(PROBLEM)
The output should match the data below line for line.

(EXCERPTED RECORDS)
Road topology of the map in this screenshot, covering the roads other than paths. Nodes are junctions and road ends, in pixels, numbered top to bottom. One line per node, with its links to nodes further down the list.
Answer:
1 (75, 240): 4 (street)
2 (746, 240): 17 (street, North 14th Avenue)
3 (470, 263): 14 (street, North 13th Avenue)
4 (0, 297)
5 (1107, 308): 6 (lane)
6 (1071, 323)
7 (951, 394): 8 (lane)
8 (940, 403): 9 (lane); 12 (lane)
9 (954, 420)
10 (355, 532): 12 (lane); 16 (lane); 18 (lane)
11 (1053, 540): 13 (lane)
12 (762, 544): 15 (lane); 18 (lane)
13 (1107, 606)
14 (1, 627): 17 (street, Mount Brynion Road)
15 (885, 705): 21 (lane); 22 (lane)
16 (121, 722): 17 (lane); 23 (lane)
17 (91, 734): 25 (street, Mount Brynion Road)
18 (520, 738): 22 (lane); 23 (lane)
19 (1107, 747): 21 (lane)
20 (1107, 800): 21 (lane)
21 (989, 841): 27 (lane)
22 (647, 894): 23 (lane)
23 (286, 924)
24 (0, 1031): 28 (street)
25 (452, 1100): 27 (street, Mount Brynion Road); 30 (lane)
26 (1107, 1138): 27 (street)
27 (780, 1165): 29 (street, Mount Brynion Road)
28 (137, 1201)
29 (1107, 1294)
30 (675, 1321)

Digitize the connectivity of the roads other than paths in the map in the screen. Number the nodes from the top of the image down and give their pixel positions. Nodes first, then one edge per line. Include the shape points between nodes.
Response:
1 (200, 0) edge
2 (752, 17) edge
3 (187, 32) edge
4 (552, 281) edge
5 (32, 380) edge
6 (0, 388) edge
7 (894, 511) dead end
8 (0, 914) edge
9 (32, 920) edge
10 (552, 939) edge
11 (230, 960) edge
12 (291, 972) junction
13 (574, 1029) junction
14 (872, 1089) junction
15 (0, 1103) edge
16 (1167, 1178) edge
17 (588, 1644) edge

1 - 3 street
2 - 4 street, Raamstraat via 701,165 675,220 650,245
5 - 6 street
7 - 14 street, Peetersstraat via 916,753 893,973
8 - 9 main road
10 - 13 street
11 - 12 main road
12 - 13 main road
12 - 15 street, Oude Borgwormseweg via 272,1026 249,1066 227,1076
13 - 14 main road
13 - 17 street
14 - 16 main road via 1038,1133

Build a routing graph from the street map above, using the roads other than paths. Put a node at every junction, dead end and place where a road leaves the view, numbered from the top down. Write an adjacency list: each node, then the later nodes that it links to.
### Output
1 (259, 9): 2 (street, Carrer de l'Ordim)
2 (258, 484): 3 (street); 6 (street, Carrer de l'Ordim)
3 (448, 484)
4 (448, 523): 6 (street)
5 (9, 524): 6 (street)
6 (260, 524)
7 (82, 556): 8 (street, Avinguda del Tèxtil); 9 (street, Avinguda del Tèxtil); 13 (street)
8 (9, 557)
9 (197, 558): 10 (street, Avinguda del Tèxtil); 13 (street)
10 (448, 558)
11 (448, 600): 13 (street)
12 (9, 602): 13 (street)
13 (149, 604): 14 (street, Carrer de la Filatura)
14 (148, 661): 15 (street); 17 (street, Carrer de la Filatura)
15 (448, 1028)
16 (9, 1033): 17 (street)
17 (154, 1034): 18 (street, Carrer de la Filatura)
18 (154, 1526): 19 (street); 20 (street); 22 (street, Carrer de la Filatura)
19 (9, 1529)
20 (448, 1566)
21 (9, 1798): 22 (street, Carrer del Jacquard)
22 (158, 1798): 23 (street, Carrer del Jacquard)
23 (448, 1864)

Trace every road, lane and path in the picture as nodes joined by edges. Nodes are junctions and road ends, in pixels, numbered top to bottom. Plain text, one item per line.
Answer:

(TASK RESULT)
Road topology of the map in this screenshot, covering the roads other than paths. Nodes are junctions and road ends, in pixels, numbered top to bottom. One line per node, with its links to nodes further down the list.
Answer:
1 (75, 240): 4 (street)
2 (746, 240): 17 (street, North 14th Avenue)
3 (470, 263): 14 (street, North 13th Avenue)
4 (0, 297)
5 (1107, 308): 6 (lane)
6 (1071, 323)
7 (951, 394): 8 (lane)
8 (940, 403): 9 (lane); 12 (lane)
9 (954, 420)
10 (355, 532): 12 (lane); 16 (lane); 18 (lane)
11 (1053, 540): 13 (lane)
12 (762, 544): 15 (lane); 18 (lane)
13 (1107, 606)
14 (1, 627): 17 (street, Mount Brynion Road)
15 (885, 705): 21 (lane); 22 (lane)
16 (121, 722): 17 (lane); 23 (lane)
17 (91, 734): 25 (street, Mount Brynion Road)
18 (520, 738): 22 (lane); 23 (lane)
19 (1107, 747): 21 (lane)
20 (1107, 800): 21 (lane)
21 (989, 841): 27 (lane)
22 (647, 894): 23 (lane)
23 (286, 924)
24 (0, 1031): 28 (street)
25 (452, 1100): 27 (street, Mount Brynion Road); 30 (lane)
26 (1107, 1138): 27 (street)
27 (780, 1165): 29 (street, Mount Brynion Road)
28 (137, 1201)
29 (1107, 1294)
30 (675, 1321)

Digitize the connectivity of the roads other than paths in the map in the screen. Number the nodes from the top of the image down and give their pixel positions. Nodes first, then one edge per line. Include the shape points between nodes.
Response:
1 (200, 0) edge
2 (752, 17) edge
3 (187, 32) edge
4 (552, 281) edge
5 (32, 380) edge
6 (0, 388) edge
7 (894, 511) dead end
8 (0, 914) edge
9 (32, 920) edge
10 (552, 939) edge
11 (230, 960) edge
12 (291, 972) junction
13 (574, 1029) junction
14 (872, 1089) junction
15 (0, 1103) edge
16 (1167, 1178) edge
17 (588, 1644) edge

1 - 3 street
2 - 4 street, Raamstraat via 701,165 675,220 650,245
5 - 6 street
7 - 14 street, Peetersstraat via 916,753 893,973
8 - 9 main road
10 - 13 street
11 - 12 main road
12 - 13 main road
12 - 15 street, Oude Borgwormseweg via 272,1026 249,1066 227,1076
13 - 14 main road
13 - 17 street
14 - 16 main road via 1038,1133

Build a routing graph from the street map above, using the roads other than paths. Put a node at every junction, dead end and place where a road leaves the view, numbered from the top down. Write an adjacency list: each node, then the later nodes that it links to.
### Output
1 (259, 9): 2 (street, Carrer de l'Ordim)
2 (258, 484): 3 (street); 6 (street, Carrer de l'Ordim)
3 (448, 484)
4 (448, 523): 6 (street)
5 (9, 524): 6 (street)
6 (260, 524)
7 (82, 556): 8 (street, Avinguda del Tèxtil); 9 (street, Avinguda del Tèxtil); 13 (street)
8 (9, 557)
9 (197, 558): 10 (street, Avinguda del Tèxtil); 13 (street)
10 (448, 558)
11 (448, 600): 13 (street)
12 (9, 602): 13 (street)
13 (149, 604): 14 (street, Carrer de la Filatura)
14 (148, 661): 15 (street); 17 (street, Carrer de la Filatura)
15 (448, 1028)
16 (9, 1033): 17 (street)
17 (154, 1034): 18 (street, Carrer de la Filatura)
18 (154, 1526): 19 (street); 20 (street); 22 (street, Carrer de la Filatura)
19 (9, 1529)
20 (448, 1566)
21 (9, 1798): 22 (street, Carrer del Jacquard)
22 (158, 1798): 23 (street, Carrer del Jacquard)
23 (448, 1864)

Trace every road, lane and path in the picture as nodes joined by edges. Nodes are junctions and road ends, in pixels, numbered top to bottom. Plain text, one item per line.
Answer:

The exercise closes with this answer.